--- EXTRACTED INFORMATION Enclosed Below ---

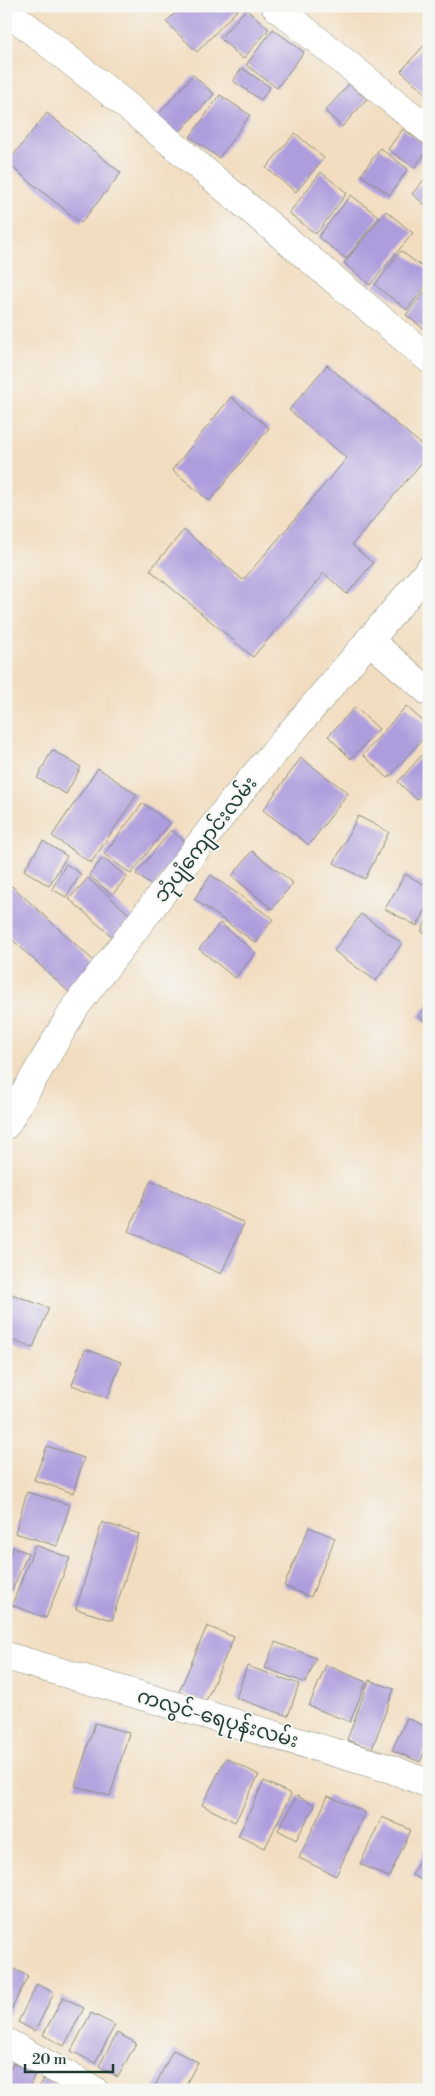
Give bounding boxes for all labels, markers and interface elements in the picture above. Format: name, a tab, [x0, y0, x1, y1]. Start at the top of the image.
street label: ဘုံပျံကျောင်းလမ်း	[147, 770, 266, 910]
street label: ကလွင်-ရေပုန်းလမ်း	[133, 1682, 302, 1757]
scale bar	[25, 2041, 112, 2073]
text: 20 m	[32, 2050, 67, 2069]

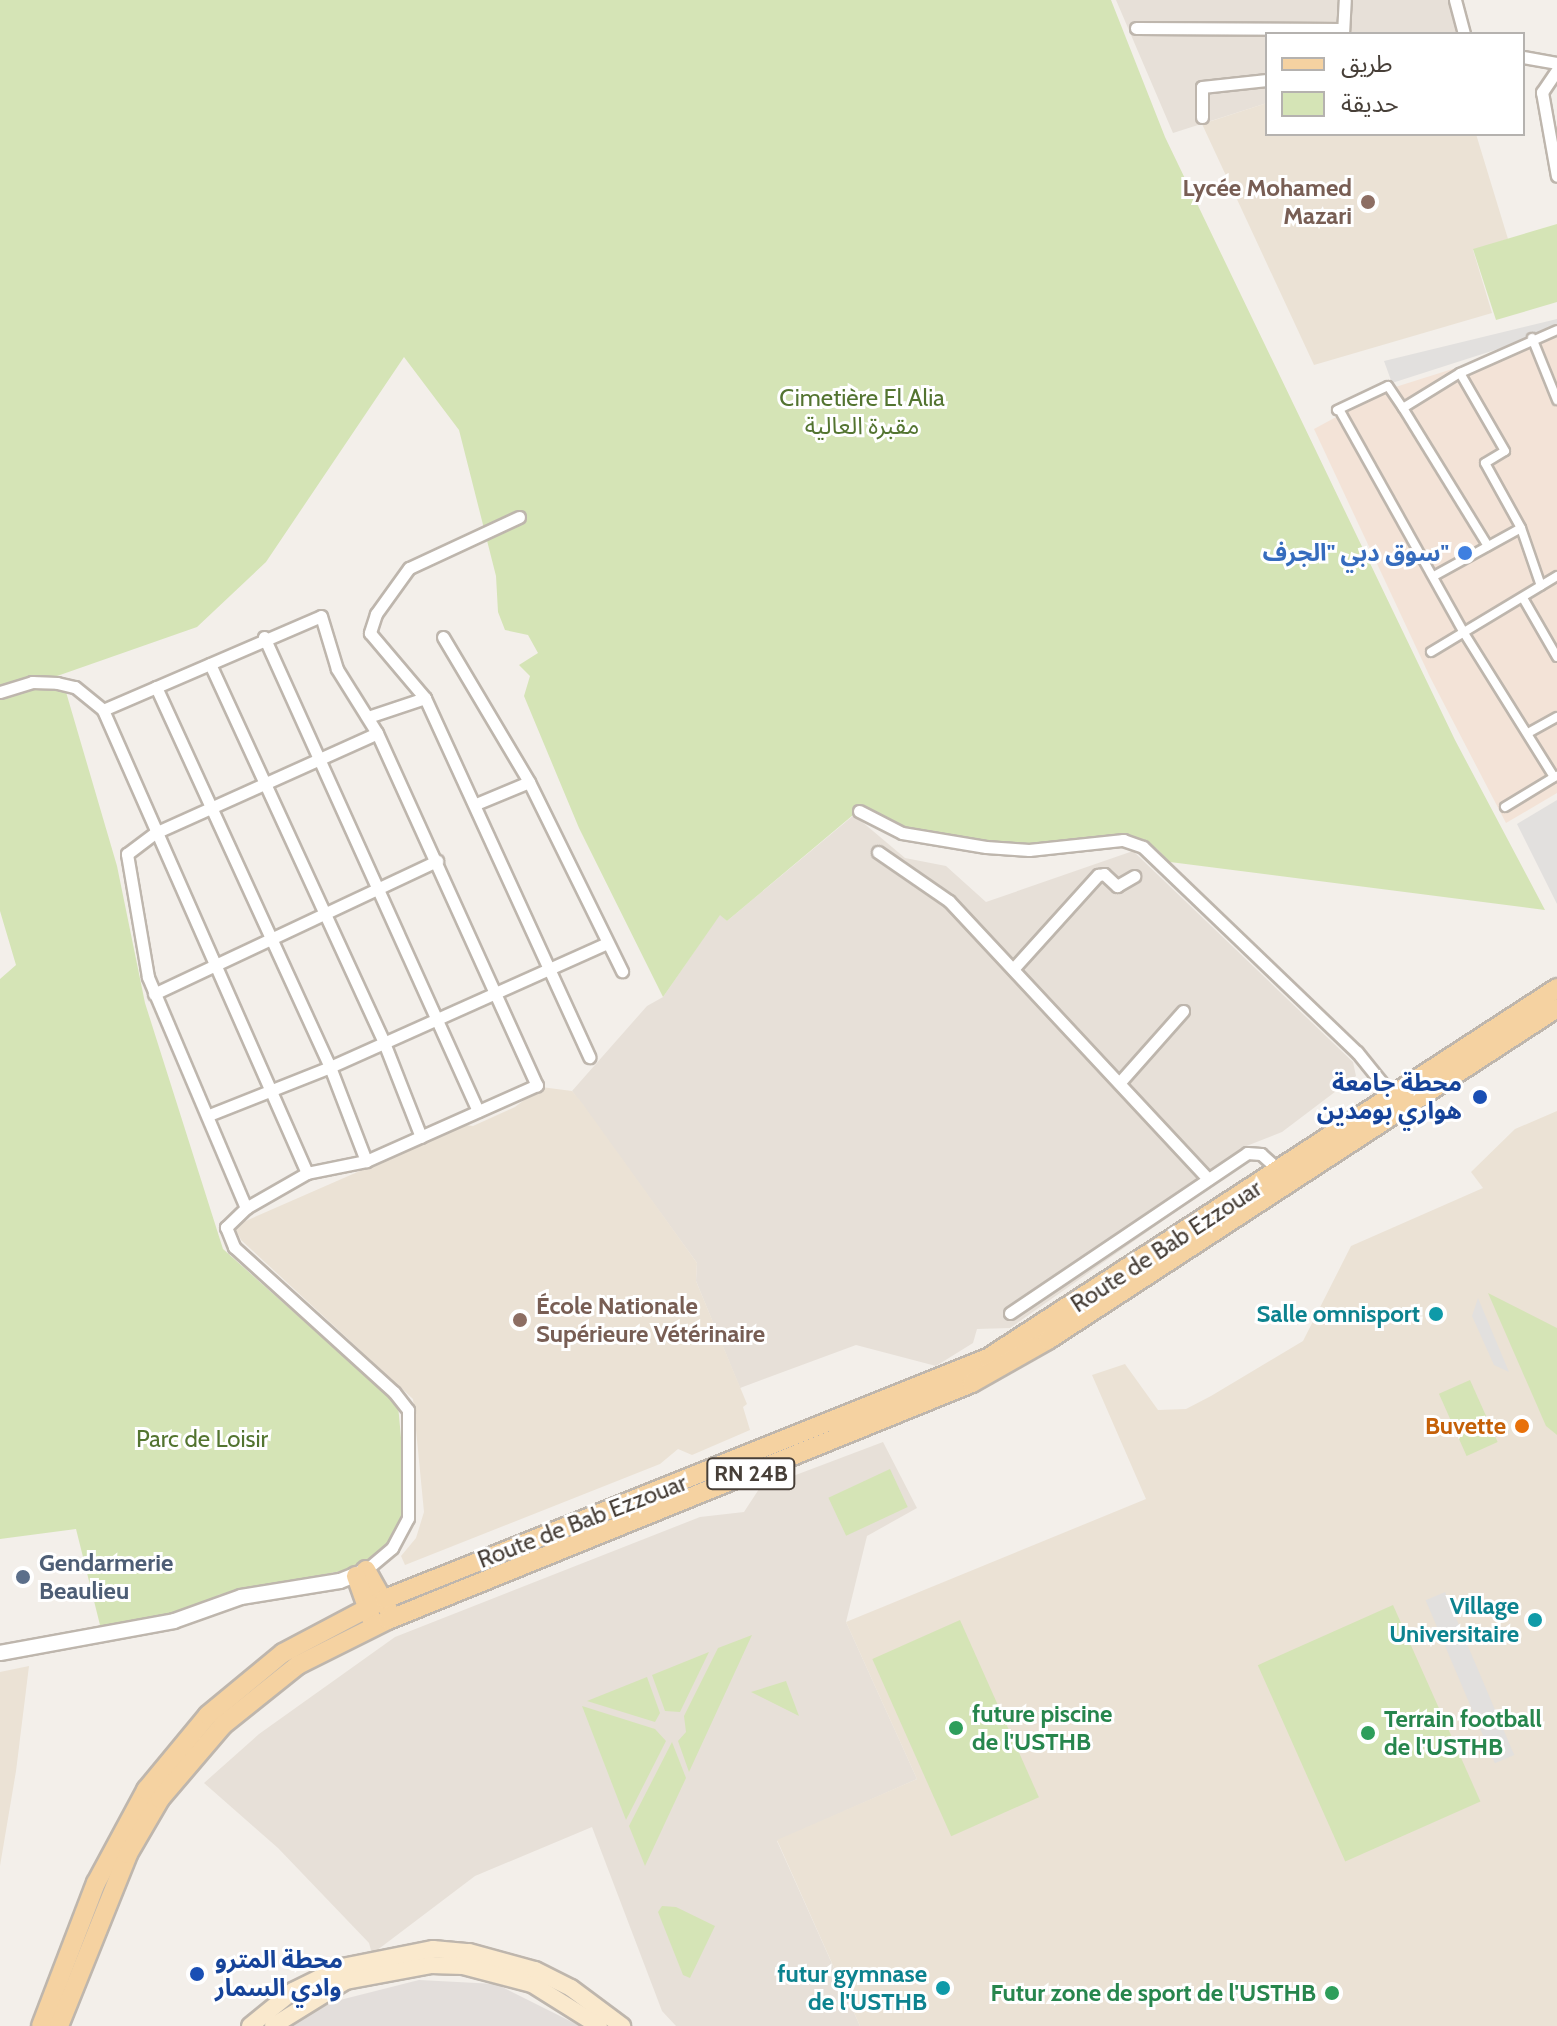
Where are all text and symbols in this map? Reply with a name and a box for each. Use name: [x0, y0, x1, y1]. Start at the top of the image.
legend: [1265, 32, 1525, 136]
text: طريق: [1341, 49, 1393, 78]
text: حديقة: [1341, 89, 1399, 118]
place label: Lycée Mohamed Mazari: [1183, 174, 1352, 230]
marker: Lycée Mohamed Mazari: [1359, 193, 1377, 211]
park label: Cimetière El Alia مقبرة العالية: [779, 384, 945, 440]
place label: سوق دبي "الجرف": [1263, 539, 1449, 567]
marker: سوق دبي "الجرف": [1456, 544, 1474, 562]
place label: محطة جامعة هواري بومدين: [1317, 1069, 1462, 1125]
marker: محطة جامعة هواري بومدين: [1469, 1086, 1491, 1108]
street label: Route de Bab Ezzouar: [1065, 1174, 1267, 1318]
place label: École Nationale Supérieure Vétérinaire: [536, 1292, 765, 1348]
place label: Salle omnisport: [1257, 1300, 1420, 1328]
marker: Salle omnisport: [1427, 1305, 1445, 1323]
marker: École Nationale Supérieure Vétérinaire: [511, 1311, 529, 1329]
place label: Buvette: [1425, 1412, 1506, 1440]
marker: Buvette: [1513, 1417, 1531, 1435]
park label: Parc de Loisir: [136, 1425, 268, 1453]
road number: RN 24B: [705, 1456, 797, 1492]
street label: Route de Bab Ezzouar: [473, 1468, 691, 1574]
place label: Gendarmerie Beaulieu: [39, 1549, 173, 1605]
marker: Gendarmerie Beaulieu: [14, 1568, 32, 1586]
place label: Village Universitaire: [1389, 1592, 1519, 1648]
marker: Village Universitaire: [1526, 1611, 1544, 1629]
place label: future piscine de l'USTHB: [972, 1700, 1112, 1756]
place label: Terrain football de l'USTHB: [1384, 1705, 1542, 1761]
marker: future piscine de l'USTHB: [947, 1719, 965, 1737]
marker: Terrain football de l'USTHB: [1359, 1724, 1377, 1742]
place label: محطة المترو وادي السمار: [215, 1946, 343, 2002]
place label: futur gymnase de l'USTHB: [777, 1960, 927, 2016]
marker: محطة المترو وادي السمار: [186, 1963, 208, 1985]
marker: futur gymnase de l'USTHB: [934, 1979, 952, 1997]
place label: Futur zone de sport de l'USTHB: [991, 1979, 1316, 2007]
marker: Futur zone de sport de l'USTHB: [1323, 1984, 1341, 2002]

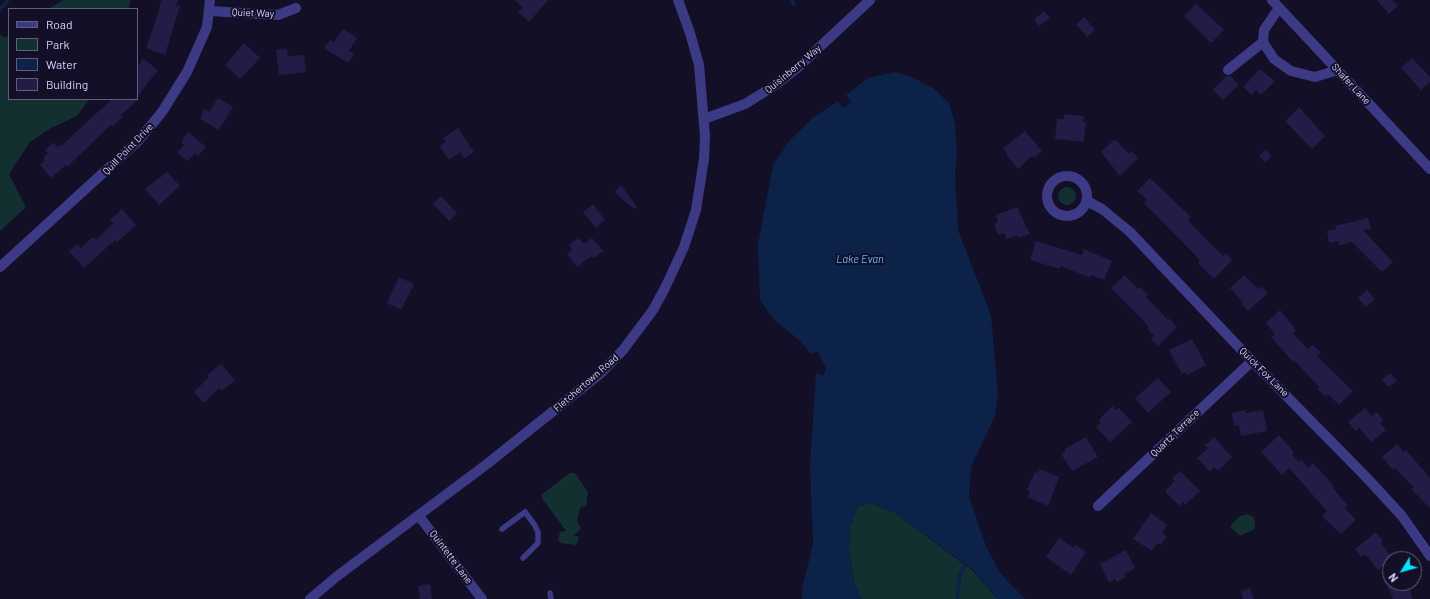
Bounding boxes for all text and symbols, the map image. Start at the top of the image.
street label: Quiet Way [232,6,274,20]
legend [8,8,138,100]
text: Road [46,17,73,31]
text: Park [46,37,70,51]
street label: Quisinberry Way [763,42,823,96]
text: Water [46,57,77,71]
street label: Shafer Lane [1329,61,1373,107]
text: Building [46,77,88,91]
street label: Quill Point Drive [100,121,156,177]
water label: Lake Evan [836,252,884,266]
street label: Quick Fox Lane [1237,345,1291,399]
street label: Fletchertown Road [551,352,621,414]
street label: Quartz Terrace [1148,407,1202,459]
street label: Quintette Lane [427,528,475,586]
north arrow [1382,551,1422,591]
text: N [1385,571,1400,585]

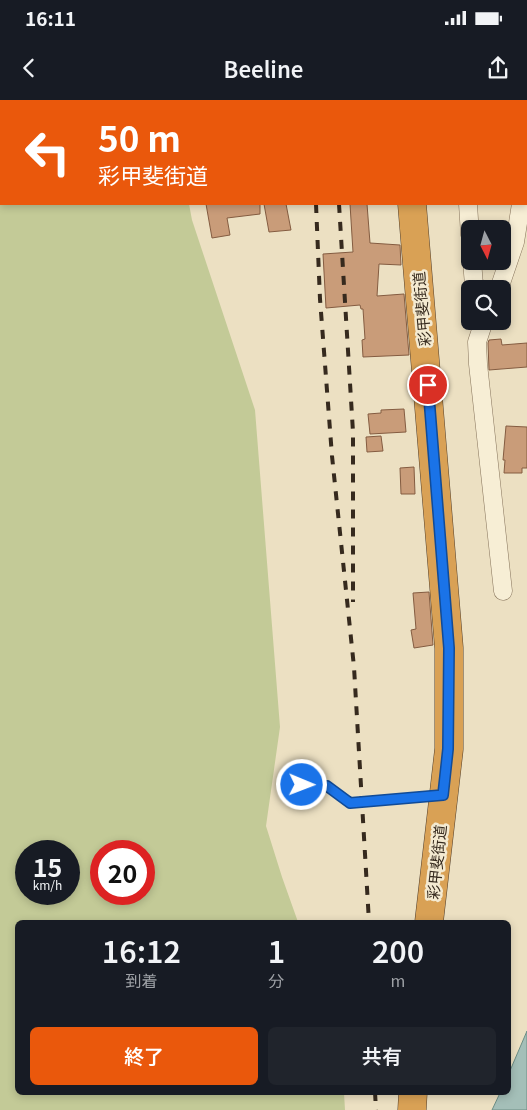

--- End of Enclosed EXTRACTED INFORMATION ---

* YOUR INSTRUCTIONS:
Return every entry of the data above verbatim, with no images included.

* FINISHED TASK:
Give bounding boxes for all labels, markers and interface elements in the picture above. Format: name, a tab, [x0, y0, x1, y1]. Start at the top of the image.
street label: ဘုံပျံကျောင်းလမ်း	[147, 770, 266, 910]
street label: ကလွင်-ရေပုန်းလမ်း	[133, 1682, 302, 1757]
scale bar	[25, 2041, 112, 2073]
text: 20 m	[32, 2050, 67, 2069]

Where are all text and symbols in this map? Reply with a name and a box for each. Use name: [x0, y0, x1, y1]. Start at the top of the image.
legend: [1265, 32, 1525, 136]
text: طريق: [1341, 49, 1393, 78]
text: حديقة: [1341, 89, 1399, 118]
place label: Lycée Mohamed Mazari: [1183, 174, 1352, 230]
marker: Lycée Mohamed Mazari: [1359, 193, 1377, 211]
park label: Cimetière El Alia مقبرة العالية: [779, 384, 945, 440]
place label: سوق دبي "الجرف": [1263, 539, 1449, 567]
marker: سوق دبي "الجرف": [1456, 544, 1474, 562]
place label: محطة جامعة هواري بومدين: [1317, 1069, 1462, 1125]
marker: محطة جامعة هواري بومدين: [1469, 1086, 1491, 1108]
street label: Route de Bab Ezzouar: [1065, 1174, 1267, 1318]
place label: École Nationale Supérieure Vétérinaire: [536, 1292, 765, 1348]
place label: Salle omnisport: [1257, 1300, 1420, 1328]
marker: Salle omnisport: [1427, 1305, 1445, 1323]
marker: École Nationale Supérieure Vétérinaire: [511, 1311, 529, 1329]
place label: Buvette: [1425, 1412, 1506, 1440]
marker: Buvette: [1513, 1417, 1531, 1435]
park label: Parc de Loisir: [136, 1425, 268, 1453]
road number: RN 24B: [705, 1456, 797, 1492]
street label: Route de Bab Ezzouar: [473, 1468, 691, 1574]
place label: Gendarmerie Beaulieu: [39, 1549, 173, 1605]
marker: Gendarmerie Beaulieu: [14, 1568, 32, 1586]
place label: Village Universitaire: [1389, 1592, 1519, 1648]
marker: Village Universitaire: [1526, 1611, 1544, 1629]
place label: future piscine de l'USTHB: [972, 1700, 1112, 1756]
place label: Terrain football de l'USTHB: [1384, 1705, 1542, 1761]
marker: future piscine de l'USTHB: [947, 1719, 965, 1737]
marker: Terrain football de l'USTHB: [1359, 1724, 1377, 1742]
place label: محطة المترو وادي السمار: [215, 1946, 343, 2002]
place label: futur gymnase de l'USTHB: [777, 1960, 927, 2016]
marker: محطة المترو وادي السمار: [186, 1963, 208, 1985]
marker: futur gymnase de l'USTHB: [934, 1979, 952, 1997]
place label: Futur zone de sport de l'USTHB: [991, 1979, 1316, 2007]
marker: Futur zone de sport de l'USTHB: [1323, 1984, 1341, 2002]

Bounding boxes for all text and symbols, the map image. Start at the top of the image.
street label: Quiet Way [232,6,274,20]
legend [8,8,138,100]
text: Road [46,17,73,31]
text: Park [46,37,70,51]
street label: Quisinberry Way [763,42,823,96]
text: Water [46,57,77,71]
street label: Shafer Lane [1329,61,1373,107]
text: Building [46,77,88,91]
street label: Quill Point Drive [100,121,156,177]
water label: Lake Evan [836,252,884,266]
street label: Quick Fox Lane [1237,345,1291,399]
street label: Fletchertown Road [551,352,621,414]
street label: Quartz Terrace [1148,407,1202,459]
street label: Quintette Lane [427,528,475,586]
north arrow [1382,551,1422,591]
text: N [1385,571,1400,585]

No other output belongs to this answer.